I had intended to post this actually on Father's Day, but life caught up with me a little bit, so it's a bit late, but I wanted to share it anyway. I saw lots of posts on Facebook on the day about how wonderful people's fathers are or what wonderful fathers their partners are, but there is one person whose posts always make me smile, but make me sad at the same time. She is a former pupil of mine and she lost her father at about the same age as I did. Every year her posts have expressed exactly how I felt, but unlike her, I'd never been able to write down exactly how I felt about my Dad and his death. I admired and envied her because I wanted to share what my Dad meant to me, but I couldn't articulate it. Not because I didn't have the words, but because every time I tried, I cried.
Last year, one of my MA modules was creative non-fiction and we were supposed to write our final piece about ourselves. I tried, I really did, but I just couldn't do it. I spent months writing little short exercises and sharing them, but by the end of the module I was drained emotionally, so chose to write someone else's story instead of my own.
However, towards the end of the year, I was invited to contribute to a book that the OU Write Society was putting together for charity and the theme was Loss. I knew that this was my opportunity to put my big girl pants on and actually write about the effect my Dad's death had had on me. In many ways, much of what I wrote was things I already knew, emotions I'd already dealt with, but somehow, committing them to paper was a cathartic exercise. There were also a few surprises along the way as I realised that things I had never connected to losing my Dad, were all related.
I'm publishing an extract from my story 'A Little Ray of Sunshine' below, but if you want to read the whole thing and the rest of the wonderful pieces in the book, you'll have to buy the book from here. All the proceeds go to charity, so it's all for a good cause as well!
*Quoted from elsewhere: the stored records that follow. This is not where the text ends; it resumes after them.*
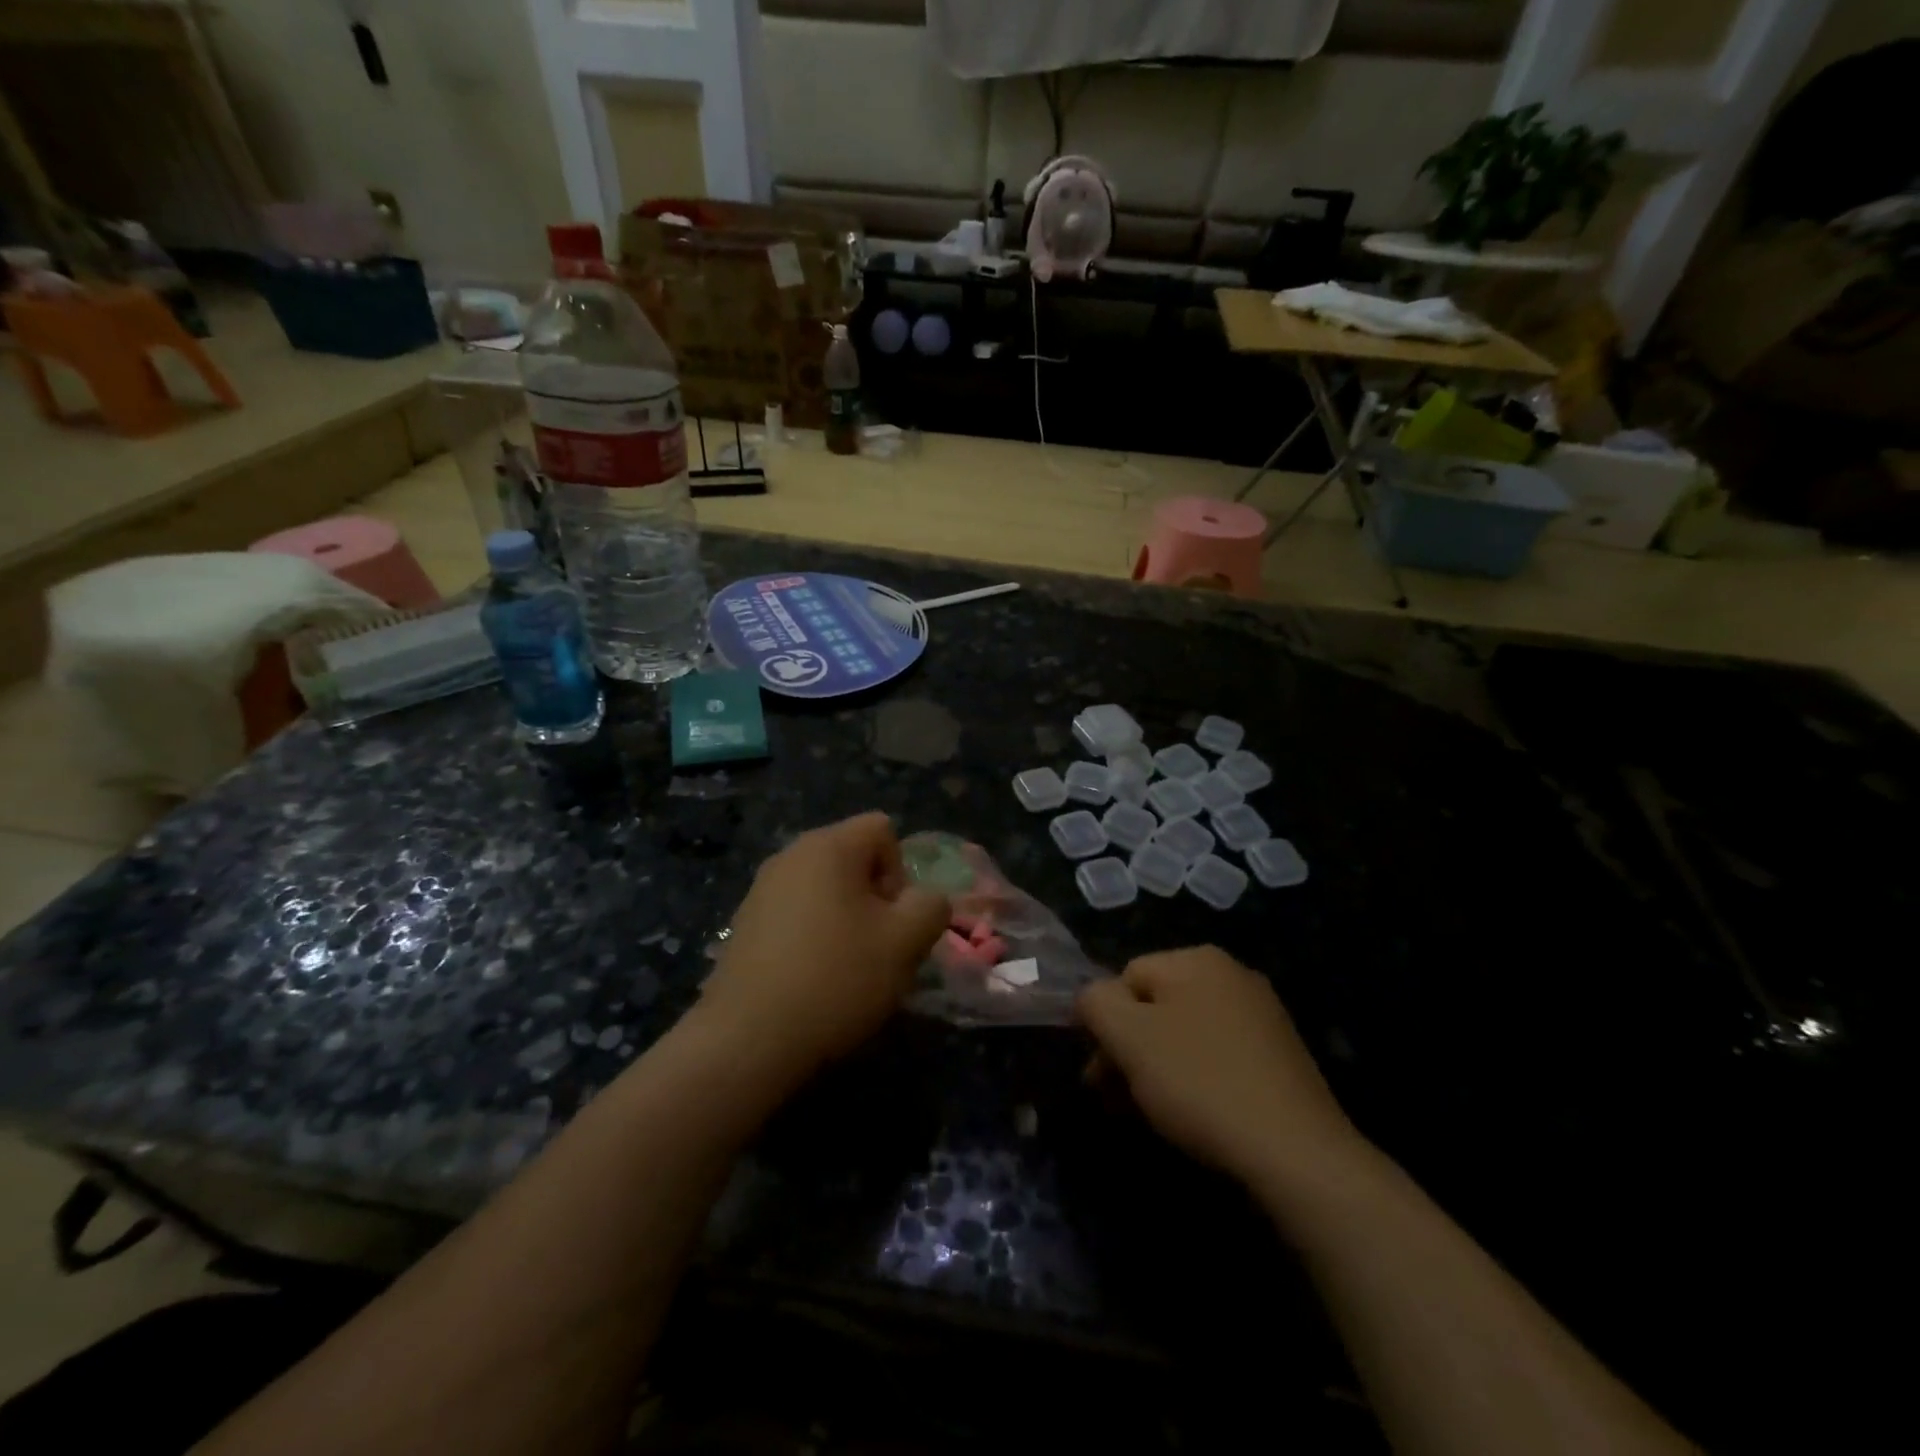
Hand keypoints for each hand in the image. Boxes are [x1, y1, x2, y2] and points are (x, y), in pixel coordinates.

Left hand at [692, 813, 948, 1089]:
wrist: (748, 1039)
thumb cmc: (836, 978)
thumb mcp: (906, 942)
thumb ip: (931, 907)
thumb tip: (925, 900)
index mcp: (828, 845)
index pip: (882, 829)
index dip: (901, 871)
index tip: (893, 919)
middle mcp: (790, 855)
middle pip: (853, 859)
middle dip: (876, 899)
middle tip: (878, 947)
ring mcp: (761, 890)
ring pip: (825, 890)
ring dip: (846, 920)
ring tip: (847, 970)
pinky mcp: (744, 925)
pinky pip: (796, 915)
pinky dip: (813, 938)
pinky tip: (812, 981)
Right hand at [1076, 947, 1363, 1187]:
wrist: (1296, 1154)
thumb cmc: (1200, 1083)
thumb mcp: (1128, 1036)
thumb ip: (1095, 1002)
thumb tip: (1092, 999)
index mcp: (1198, 959)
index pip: (1126, 977)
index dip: (1104, 1023)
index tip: (1098, 1073)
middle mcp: (1233, 976)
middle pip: (1156, 1005)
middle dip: (1129, 1049)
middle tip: (1114, 1097)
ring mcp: (1262, 1017)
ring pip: (1185, 1035)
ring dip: (1157, 1068)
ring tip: (1149, 1112)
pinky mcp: (1280, 1058)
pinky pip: (1217, 1058)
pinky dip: (1195, 1081)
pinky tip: (1193, 1117)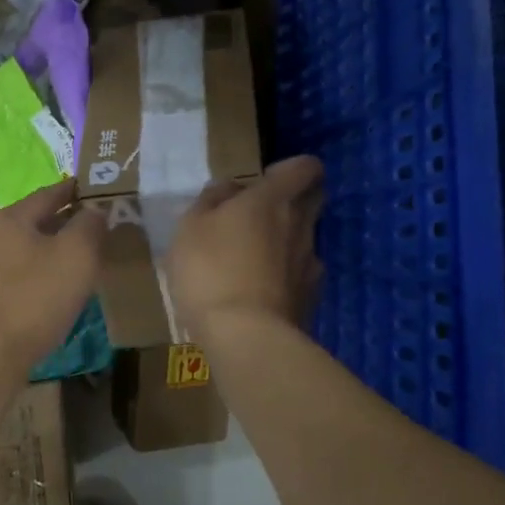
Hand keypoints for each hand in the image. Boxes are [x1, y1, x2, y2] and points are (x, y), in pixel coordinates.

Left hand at [0, 180, 107, 375]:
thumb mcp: (76, 256)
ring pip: (23, 252)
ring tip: (76, 265)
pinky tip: (49, 295)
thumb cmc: (34, 300)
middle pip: (34, 222)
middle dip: (64, 224)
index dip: (76, 191)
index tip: (96, 191)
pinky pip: (14, 279)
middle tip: (94, 231)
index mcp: (9, 218)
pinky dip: (35, 279)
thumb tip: (94, 210)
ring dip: (49, 253)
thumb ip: (90, 225)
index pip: (49, 193)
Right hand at [166, 155, 324, 338]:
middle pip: (314, 199)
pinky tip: (261, 293)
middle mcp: (300, 224)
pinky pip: (302, 275)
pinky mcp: (312, 298)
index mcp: (273, 199)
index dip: (292, 169)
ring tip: (253, 262)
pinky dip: (286, 277)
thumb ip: (211, 200)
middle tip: (260, 216)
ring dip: (286, 242)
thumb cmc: (210, 270)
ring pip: (306, 239)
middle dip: (295, 200)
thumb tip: (230, 189)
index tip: (266, 180)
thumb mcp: (190, 227)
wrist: (245, 337)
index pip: (306, 167)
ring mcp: (310, 263)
I was numb as I stepped off the bus. I’d left James back at our Hall of Residence eating breakfast and in the half hour it had taken my bus to arrive on campus, he’d got dressed and made it there before me. Why was he here? A stupid question I didn’t want to acknowledge the answer to. My brother-in-law, Christopher, was with him and there could only be one reason for that.
‘You don’t have to tell me. I know.’
I didn’t want to hear it. If no-one said it, then I could pretend it wasn’t true. That was OK, wasn’t it? To remain a child for just a few moments longer?
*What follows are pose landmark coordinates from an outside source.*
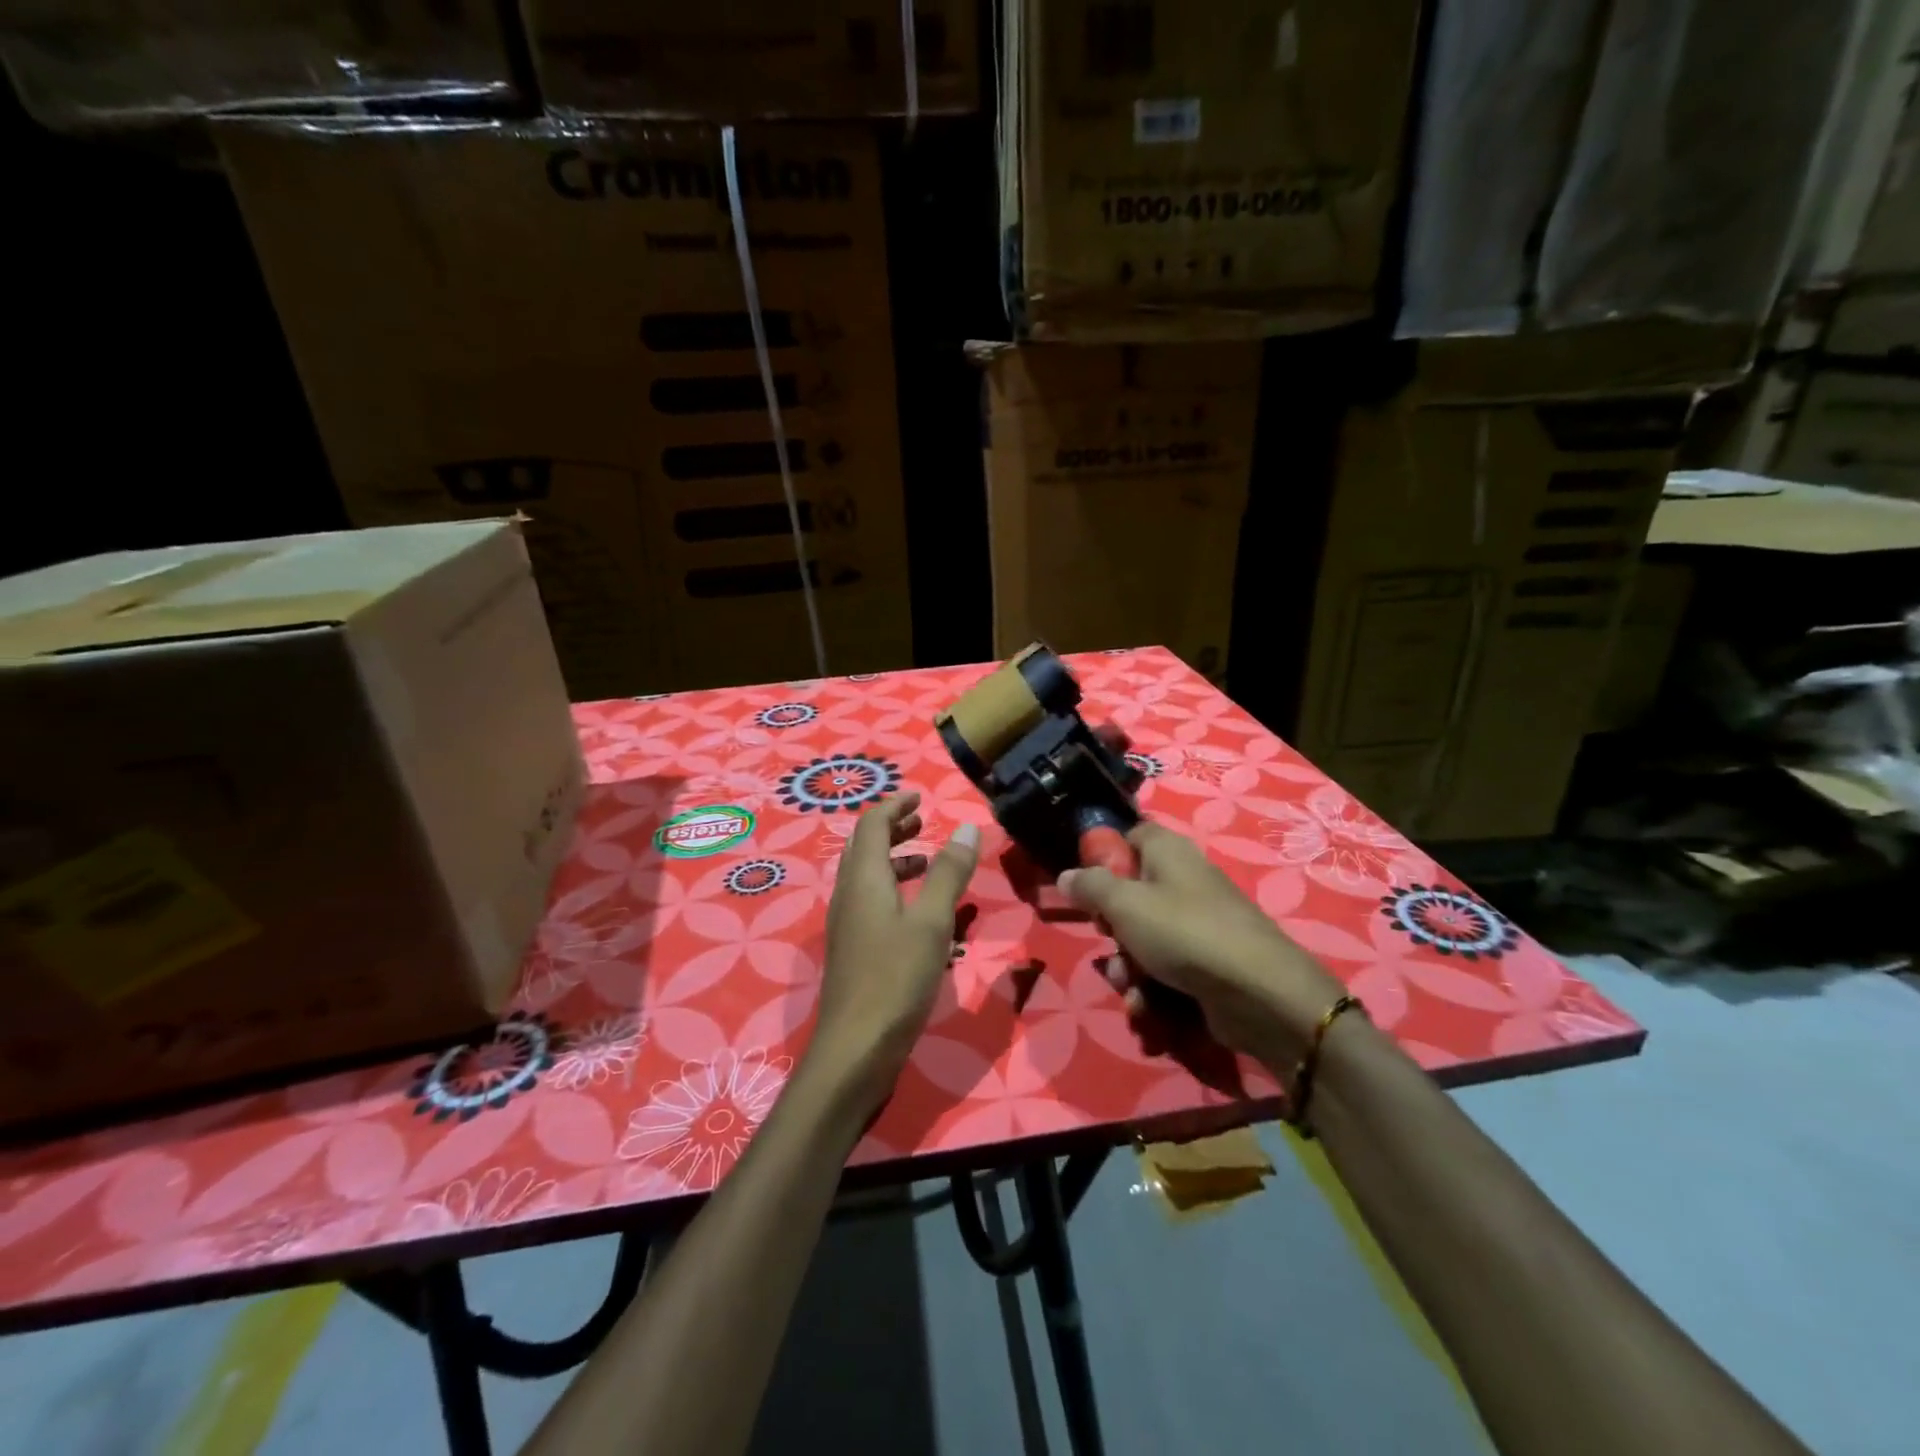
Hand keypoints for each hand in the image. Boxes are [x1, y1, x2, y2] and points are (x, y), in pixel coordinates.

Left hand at [808, 792, 980, 1109]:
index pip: (871, 825)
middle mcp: (847, 895)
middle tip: (922, 822)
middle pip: (864, 848)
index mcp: (863, 880)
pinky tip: (919, 911)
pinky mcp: (852, 949)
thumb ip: (948, 873)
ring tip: (926, 861)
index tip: (919, 797)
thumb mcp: (932, 921)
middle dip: (892, 829)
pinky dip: (893, 889)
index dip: (894, 806)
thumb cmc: (896, 978)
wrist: (855, 1048)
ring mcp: (846, 924)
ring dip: (894, 860)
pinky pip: (870, 902)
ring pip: (866, 876)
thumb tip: (965, 828)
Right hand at [1059, 820, 1345, 1064]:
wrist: (1257, 993)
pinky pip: (1166, 970)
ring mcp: (1198, 925)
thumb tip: (1067, 875)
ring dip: (1128, 968)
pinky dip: (1152, 990)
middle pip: (1131, 895)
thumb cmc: (1183, 932)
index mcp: (1168, 852)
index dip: (1106, 857)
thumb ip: (1090, 886)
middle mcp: (1184, 882)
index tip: (1086, 885)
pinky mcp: (1207, 964)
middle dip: (1112, 928)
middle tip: (1108, 940)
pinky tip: (1147, 1009)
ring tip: (1130, 988)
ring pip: (1143, 940)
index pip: (1131, 837)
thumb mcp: (1124, 904)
I held up my hand as James started to speak, forestalling any platitudes. No…that was unfair. He at least, would mean the regret and concern he expressed.
I’d always been a Daddy’s girl. He was a coach driver and when I wasn’t at school, I’d often go with him on his trips to Oldham Market, Blackpool Illuminations and occasionally, if I was really lucky, the Lake District. The first car I drove was his coach, at the age of six, perched precariously on his knee in a car park as he carefully inched it backwards and forwards while I turned the steering wheel. When he’d retired, we’d spent our days together watching old Hollywood musicals. The day I made him watch ‘Singin’ In The Rain’ four times in a row may have stretched his patience somewhat, an act for which I am now paying penance in the form of repeating those viewings with my own son, who is similarly obsessed.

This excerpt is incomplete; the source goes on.